Collected data entries:
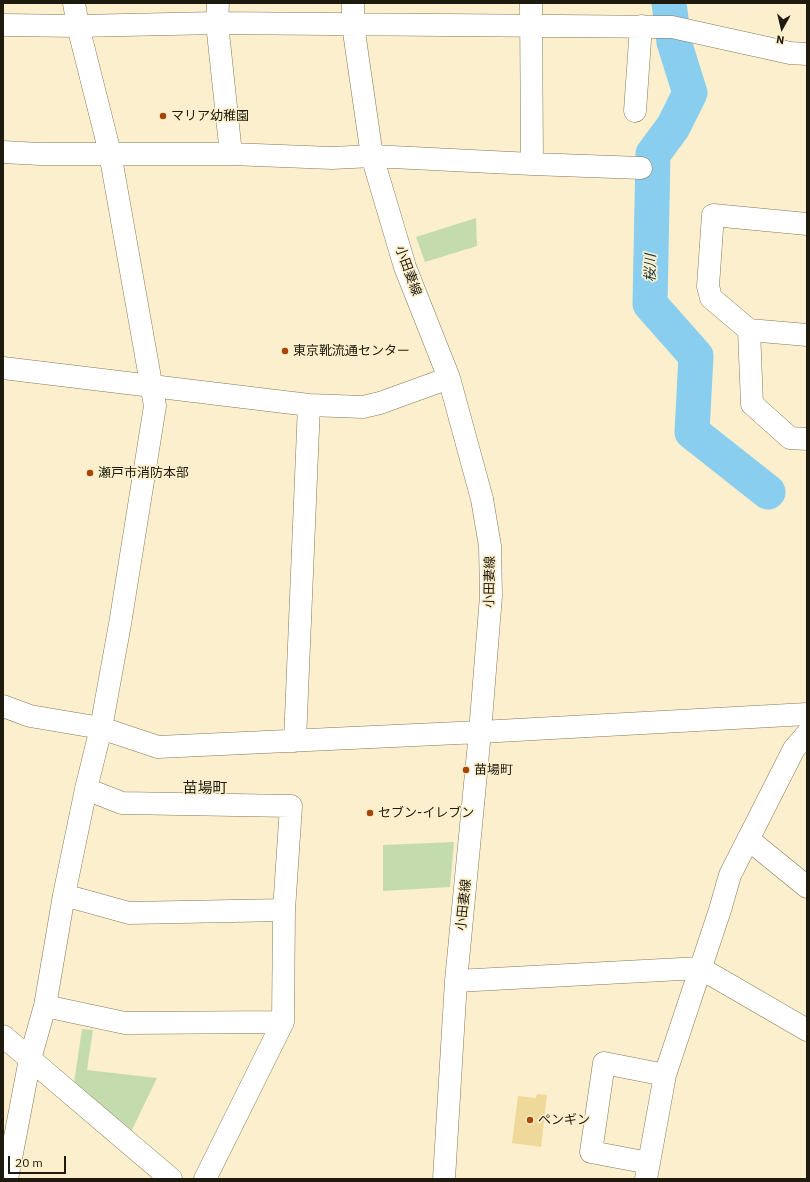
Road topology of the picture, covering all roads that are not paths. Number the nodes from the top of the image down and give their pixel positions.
1 (74, 3) edge
2 (353, 3) edge
3 (531, 3) edge
4 (218, 13) edge
5 (3, 25) edge
6 (353, 25) junction
7 (531, 25) junction
8 (78, 26) junction
9 (641, 26) junction
10 (807, 54) edge
11 (635, 111) dead end
12 (3, 152) edge
13 (110, 153) junction
14 (231, 154) junction
15 (372, 156) junction
16 (532, 164) junction
17 (640, 168) dead end
18 (807, 224) edge
19 (749, 330) junction
20 (807, 335) edge
21 (3, 368) edge
22 (449, 378) junction
23 (151, 386) junction
24 (309, 405) junction
25 (807, 439) edge
26 (3, 706) edge
27 (807, 714) edge
28 (101, 728) junction
29 (480, 732) junction
30 (807, 734) edge
31 (295, 740) junction
32 (86, 789) junction
33 (748, 839) junction
34 (807, 887) edge
35 (64, 895) junction
36 (284, 910) junction
37 (700, 968) junction
38 (456, 981) junction
39 (45, 1006) junction
40 (284, 1022) junction
41 (807, 1030) edge
42 (3, 1036) edge
43 (30, 1059) junction
44 (665, 1075) junction
45 (648, 1171) edge
46 (7, 1179) edge
47 (171, 1179) edge
48 (205, 1179) edge
49 (444, 1179) edge

1 - 8 street
2 - 6 street, 小田妻線
3 - 7 street
4 - 6 street
4 - 8 street
4 - 14 street
5 - 8 street
6 - 7 street
6 - 15 street, 小田妻線
7 - 9 street
7 - 16 street
8 - 13 street
9 - 10 street
9 - 11 street
12 - 13 street
13 - 14 street
13 - 23 street
14 - 15 street
15 - 16 street
15 - 22 street, 小田妻線
16 - 17 street
18 - 19 street
19 - 20 street
19 - 25 street
21 - 23 street
22 - 24 street
22 - 29 street, 小田妻線
23 - 24 street
23 - 28 street
24 - 31 street
26 - 28 street
27 - 29 street
28 - 31 street
28 - 32 street
29 - 31 street
29 - 38 street, 小田妻線
30 - 33 street
32 - 35 street
32 - 36 street
33 - 34 street
33 - 37 street
35 - 36 street
35 - 39 street
36 - 40 street
37 - 38 street
37 - 41 street
37 - 44 street
38 - 49 street, 小田妻線
39 - 40 street
39 - 43 street
40 - 48 street
42 - 43 street
43 - 46 street
43 - 47 street
44 - 45 street
44 - 45 street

-- Work item --
Pictures aren't part of the copy; return each record above exactly.

-- Output for this exercise --
Road topology of the picture, covering all roads that are not paths. Number the nodes from the top of the image down and give their pixel positions.
1 (74, 3) edge
2 (353, 3) edge
3 (531, 3) edge
4 (218, 13) edge
5 (3, 25) edge
6 (353, 25) junction
7 (531, 25) junction
8 (78, 26) junction
9 (641, 26) junction
10 (807, 54) edge
11 (635, 111) dead end
12 (3, 152) edge
13 (110, 153) junction
14 (231, 154) junction
15 (372, 156) junction
16 (532, 164) junction
17 (640, 168) dead end
18 (807, 224) edge
19 (749, 330) junction
20 (807, 335) edge
21 (3, 368) edge
22 (449, 378) junction
23 (151, 386) junction
24 (309, 405) junction
25 (807, 439) edge
26 (3, 706) edge
27 (807, 714) edge
28 (101, 728) junction
29 (480, 732) junction
30 (807, 734) edge
31 (295, 740) junction
32 (86, 789) junction
33 (748, 839) junction
34 (807, 887) edge
35 (64, 895) junction
36 (284, 910) junction
37 (700, 968) junction
38 (456, 981) junction
39 (45, 1006) junction
40 (284, 1022) junction
41 (807, 1030) edge
42 (3, 1036) edge
43 (30, 1059) junction
44 (665, 1075) junction
45 (648, 1171) edge
46 (7, 1179) edge
47 (171, 1179) edge
48 (205, 1179) edge
49 (444, 1179) edge

1 - 8 street
2 - 6 street, 小田妻線
3 - 7 street
4 - 6 street
4 - 8 street
4 - 14 street
5 - 8 street
6 - 7 street
6 - 15 street, 小田妻線
7 - 9 street
7 - 16 street
8 - 13 street
9 - 10 street
9 - 11 street
12 - 13 street
13 - 14 street
13 - 23 street
14 - 15 street
15 - 16 street
15 - 22 street, 小田妻線
16 - 17 street
18 - 19 street
19 - 20 street
19 - 25 street
21 - 23 street
22 - 24 street
22 - 29 street, 小田妻線
23 - 24 street
23 - 28 street
24 - 31 street
26 - 28 street
27 - 29 street
28 - 31 street
28 - 32 street
29 - 31 street
29 - 38 street, 小田妻線
30 - 33 street
32 - 35 street
32 - 36 street
33 - 34 street
33 - 37 street
35 - 36 street
35 - 39 street
36 - 40 street
37 - 38 street
37 - 41 street
37 - 44 street
38 - 49 street, 小田妻線
39 - 40 street
39 - 43 street
40 - 48 street
42 - 43 street
43 - 46 street
43 - 47 street
44 - 45 street
44 - 45 street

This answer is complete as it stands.